Bank of Italy scrutinizing activities at troubled MPS
Stock plunges amid derivatives scandal at world's oldest bank23 January, 20:12
"The true nature of certain transactions...have emerged only recently," said the Bank of Italy, which supervises banks in Italy.
Its comments came in the wake of a derivatives scandal at Italy's third-largest lender, which saw its stock plunge more than 8% on Wednesday.
At the same time, MPS executives came under intense pressure to explain to shareholders what was behind 2012 losses that could reach 220 million euros. The Bank of Italy said MPS operations now have the full attention of supervisory authorities, adding the bank was cooperating with investigators.
Just one day earlier, news broke that a three-year-old derivative deal with Japanese bank Nomura meant that MPS will book an additional loss of at least 220 million euros.
The news led to the resignation of MPS ex-chairman Giuseppe Mussari from his post as chairman of the Italian banking association ABI the same day.
Italian newspaper Il Fatto Quotidiano reported that MPS managers became aware of the three-year-old derivative trade, named "Alexandria" just last October.
The derivatives losses were revealed during an accounting overhaul launched by a new management team, reported the Financial Times.
MPS Chairman Alessandro Profumo and CEO Fabrizio Viola were brought in last year after the bank failed to meet European capital requirements. Mussari resigned from his ABI post on Tuesday after Nomura said he had personally approved the derivative trade during his tenure as MPS chairman.
Mussari firmly denies any wrongdoing.
MPS issued a statement saying the Nomura derivative deal was one of several structured transactions it was reviewing.
MPS is also examining a separate contract structured by Deutsche Bank, according to the Financial Times.

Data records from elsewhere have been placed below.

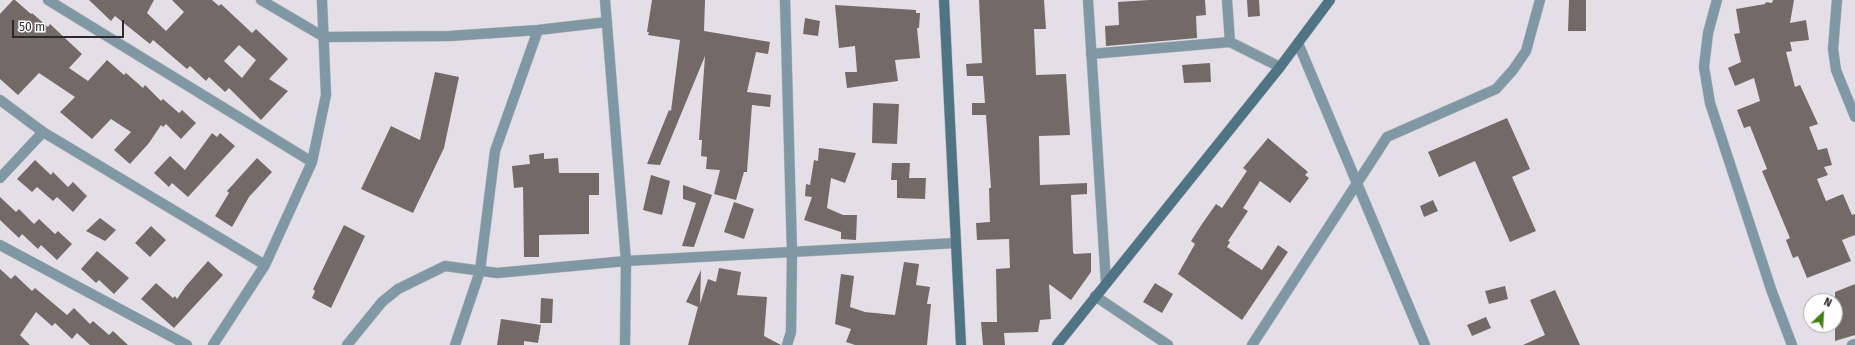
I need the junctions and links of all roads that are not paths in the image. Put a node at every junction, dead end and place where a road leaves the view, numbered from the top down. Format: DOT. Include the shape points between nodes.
graph roads {
  1 [pos="48,0"];
  2 [pos="261,0"];
  3 [pos="322,0"];
  4 [pos="606,0"];
  5 [pos="785,0"];
  6 [pos="944,0"];
  7 [pos="1088,0"];
  8 [pos="1227,0"];
  9 [pos="1330,0"];
  10 [pos="1540,0"];
  11 [pos="1717,0"];
  12 [pos="1837,0"];
  13 [pos="607,22"];
  14 [pos="538,30"];
  15 [pos="324,37"];
  16 [pos="1230,42"];
  17 [pos="1298,43"];
  18 [pos="1091,54"];
  19 [pos="1280,67"];
  20 [pos="0,100"];
  21 [pos="1855,117"];
  22 [pos="43,132"];
  23 [pos="312,162"];
  24 [pos="0,178"];
  25 [pos="1356,182"];
  26 [pos="956,243"];
  27 [pos="0,245"];
  28 [pos="792,252"];
  29 [pos="626,261"];
  30 [pos="265,265"];
  31 [pos="480,271"];
  32 [pos="1106,283"];
  33 [pos="1095,296"];
  34 [pos="1855,344"];
  35 [pos="187,345"];
  36 [pos="213,345"];
  37 [pos="347,345"];
  38 [pos="455,345"];
  39 [pos="624,345"];
  40 [pos="787,345"];
  41 [pos="961,345"];
  42 [pos="1057,345"];
  43 [pos="1168,345"];
  44 [pos="1252,345"];
  45 [pos="1426,345"];
  46 [pos="1792,345"];
  47 [pos="1852,345"];
  1 -- 23 [label="street"];
  2 -- 15 [label="street"];
  3 -- 15 [label="street"];
  4 -- 13 [label="street"];
  5 -- 28 [label="street"];
  6 -- 26 [label="street"];
  7 -- 18 [label="street"];
  8 -- 16 [label="street"];
  9 -- 17 [label="street"];
  10 -- 25 [label="street" via="1526,51 1514,70 1496,89 1387,138"];
  11 -- 46 [label="street" via="1708,32 1704,67 1710,103"];
  12 -- 21 [label="street" via="1833,49 1836,70"];
  13 -- 14 [label="street"];
  13 -- 29 [label="street"];
  14 -- 15 [label="street" via="450,36"];
  14 -- 31 [label="street" via="495,151"];
  15 -- 23 [label="street" via="326,95"];
  16 -- 18 [label="street"];
  16 -- 19 [label="street"];
  17 -- 19 [label="street"];
  17 -- 25 [label="street"];
  18 -- 32 [label="street"];
  19 -- 32 [label="street"];
  20 -- 22 [label="street"];
  22 -- 24 [label="street"];
  22 -- 30 [label="street"];
  23 -- 30 [label="street"];
  25 -- 44 [label="street"];
  25 -- 45 [label="street"];
  26 -- 28 [label="street"];
  26 -- 41 [label="street"];
  27 -- 35 [label="street"];
  28 -- 29 [label="street"];
  28 -- 40 [label="street" via="791,332"];
  29 -- 31 [label="street" via="496,273"];
  29 -- 39 [label="street"];
  30 -- 36 [label="street"];
  31 -- 37 [label="street" via="445,266 398,289 382,302"];
  31 -- 38 [label="street"];
  32 -- 33 [label="street"];
  33 -- 42 [label="street"];
  33 -- 43 [label="street"];
  34 -- 47 [label="street"];
}
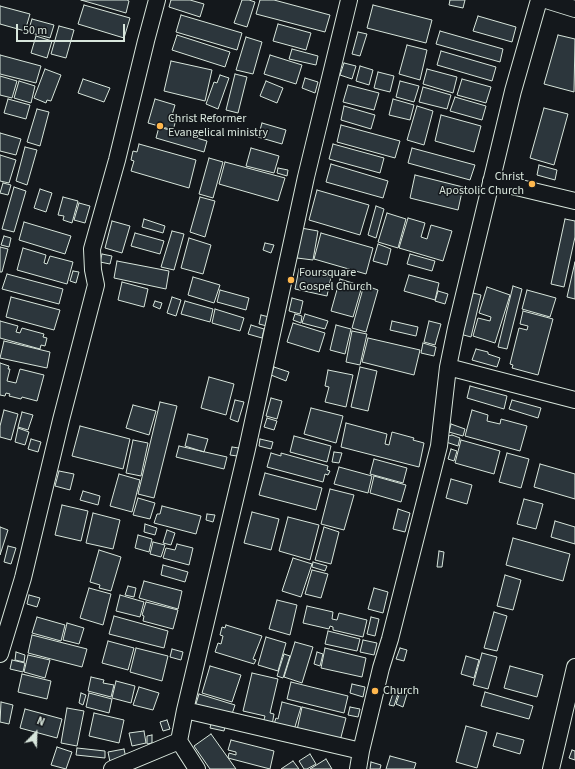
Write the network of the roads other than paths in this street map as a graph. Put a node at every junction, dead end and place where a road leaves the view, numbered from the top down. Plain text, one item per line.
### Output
1 (157, 0) edge
2 (349, 0) edge
3 (539, 0) edge
4 (546, 0) edge
5 (575, 9) edge
6 (490, 182) junction
7 (575, 201) edge
8 (448, 366) junction
9 (575, 400) edge
10 (0, 654) edge
11 (575, 667) edge
12 (185, 710) junction
13 (179, 741) junction
14 (361, 751) junction
15 (112, 769) edge
16 (197, 769) edge
17 (358, 769) edge
18 (551, 769) edge

1 - 10 street
2 - 12 street
3 - 6 street
4 - 5 street
6 - 7 street
6 - 8 street
8 - 9 street
8 - 14 street
11 - 18 street
12 - 13 street
12 - 14 street
13 - 15 street
13 - 16 street
14 - 17 street

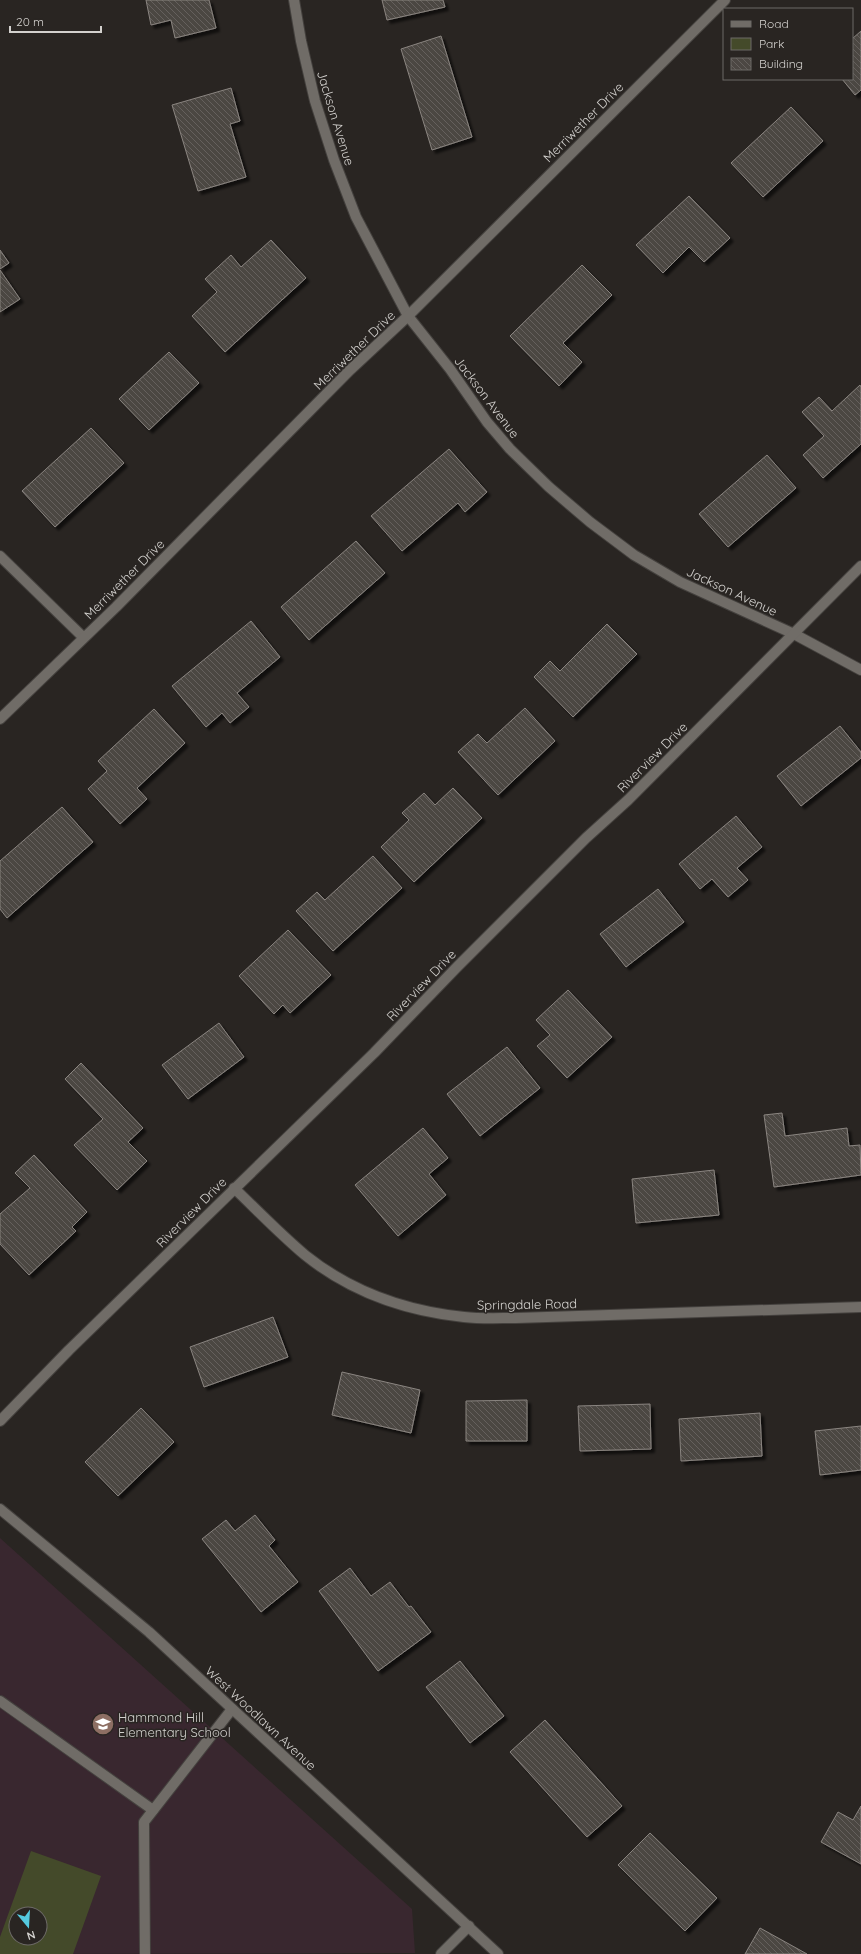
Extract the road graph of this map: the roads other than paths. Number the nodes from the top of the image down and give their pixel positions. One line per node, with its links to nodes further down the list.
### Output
1 (294, 0): 3 (street, Jackson Avenue)
2 (725, 0): 3 (street, Merriwether Drive)
3 (408, 316): 6 (street, Jackson Avenue); 7 (street, Merriwether Drive)
4 (0, 556): 7 (street)
5 (861, 566): 6 (street, Riverview Drive)
6 (794, 634): 8 (street, Jackson Avenue); 10 (street, Riverview Drive)
7 (83, 637): 9 (street, Merriwether Drive)
8 (861, 670)
9 (0, 719)
10 (234, 1188): 11 (street, Springdale Road); 12 (street, Riverview Drive)
11 (861, 1307)
12 (0, 1421)
13 (0, 1509): 15 (street, West Woodlawn Avenue)
14 (0, 1701): 16 (street)
15 (232, 1708): 16 (street); 17 (street, West Woodlawn Avenue)
16 (153, 1810): 18 (street)
17 (469, 1926): 19 (street); 20 (street, West Woodlawn Avenue)
18 (145, 1954)
19 (441, 1954)
20 (498, 1954)

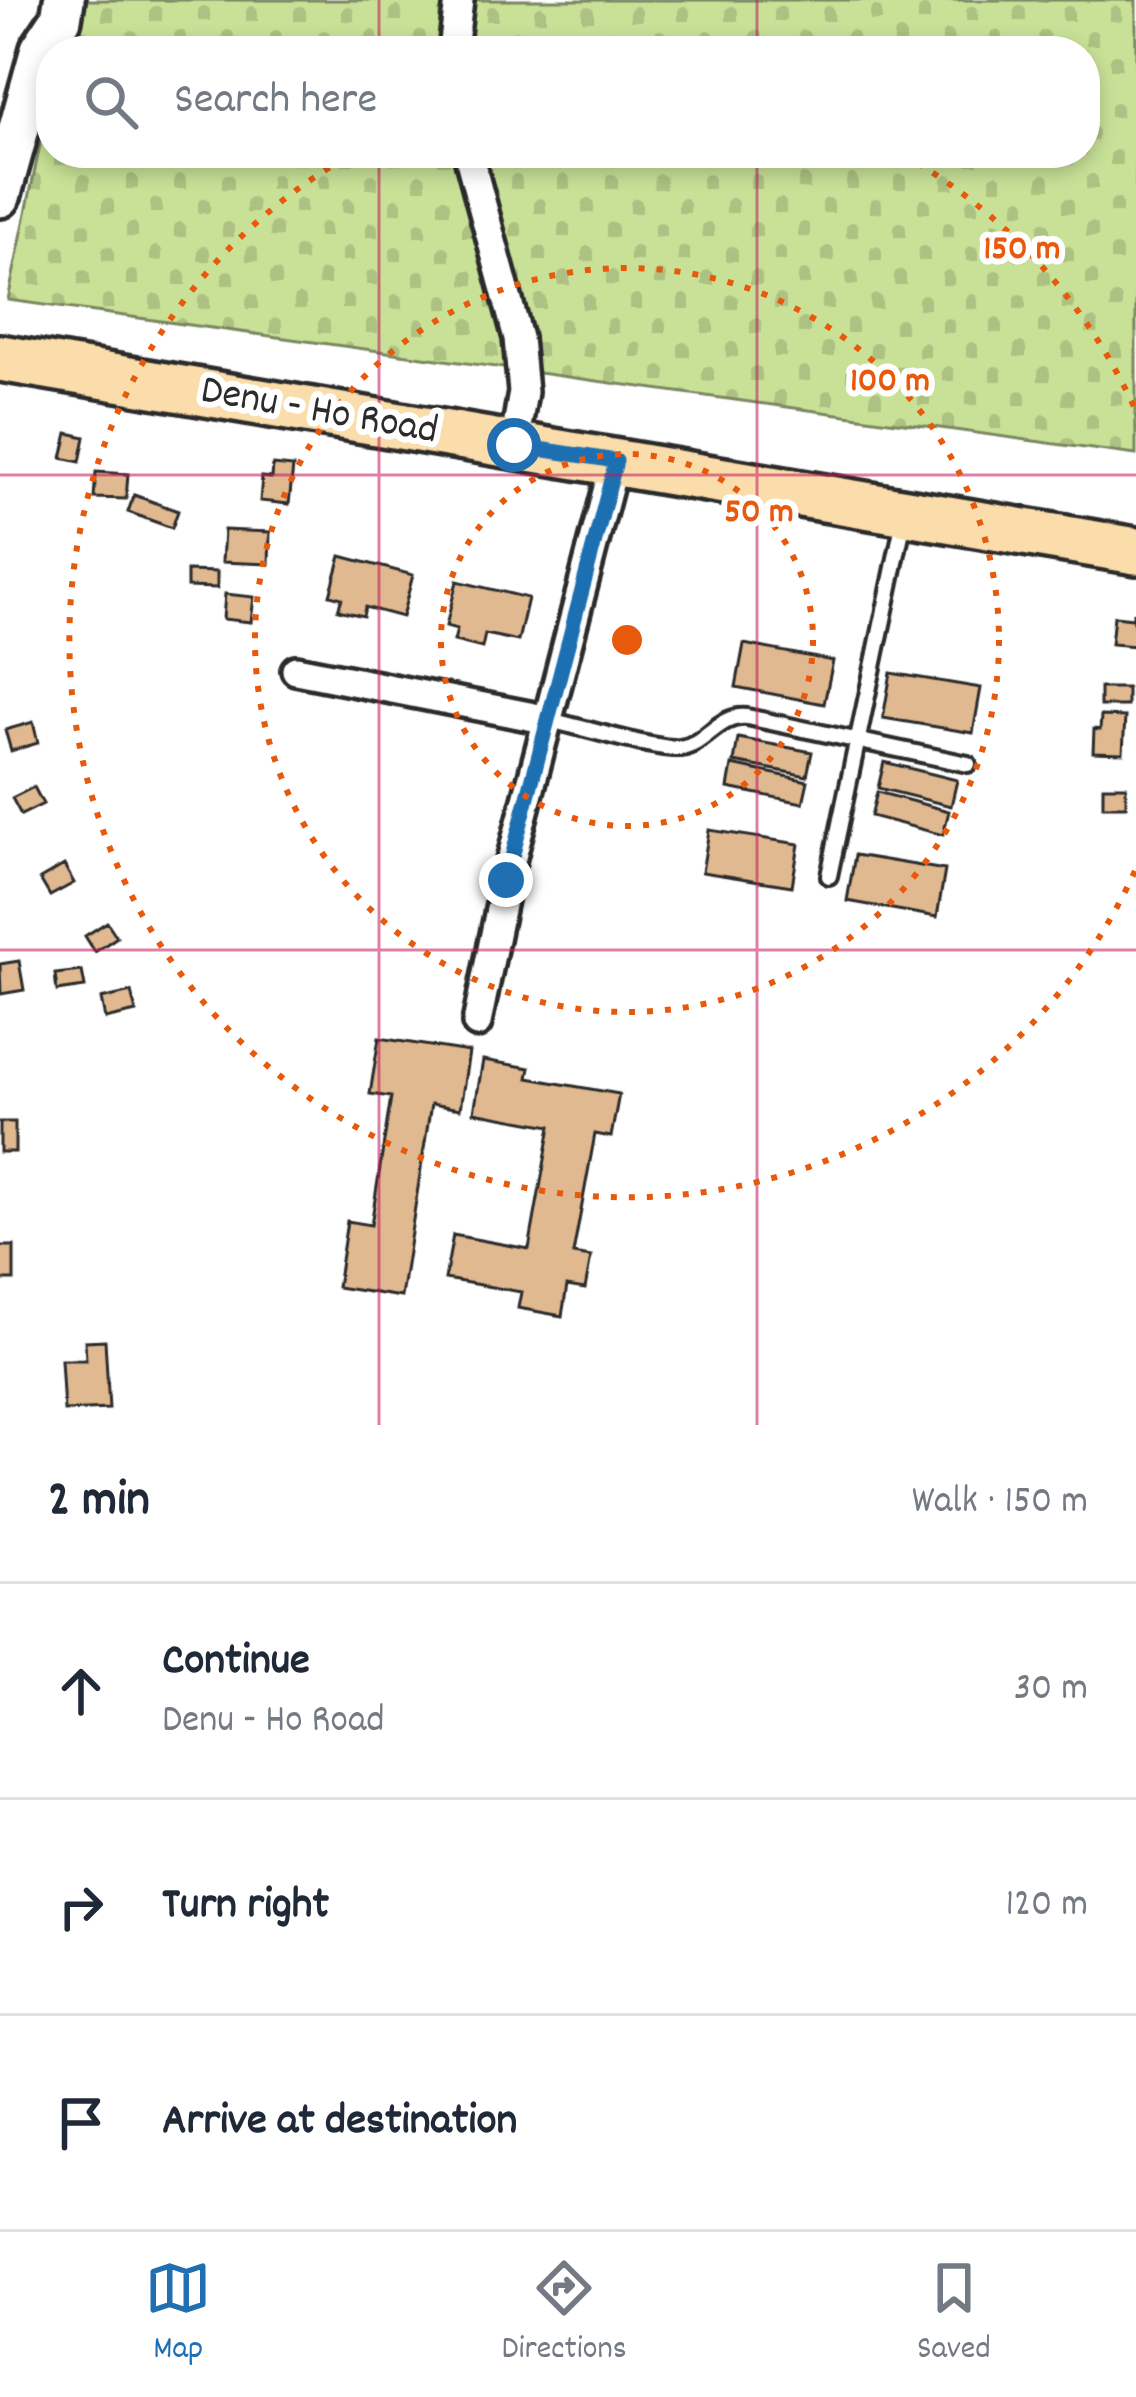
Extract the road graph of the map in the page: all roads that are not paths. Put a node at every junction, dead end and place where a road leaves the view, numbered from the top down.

Controversy also swirled Wednesday over a request made last November, when MPS asked to increase State aid by 500 million euros to 3.9 billion euros, due to possible losses from past transactions related to its exposure to Italian State debt.
MPS stated that a review of those deals will be submitted to the MPS board in February, and that the bank would report in a timely way any impact on its accounts.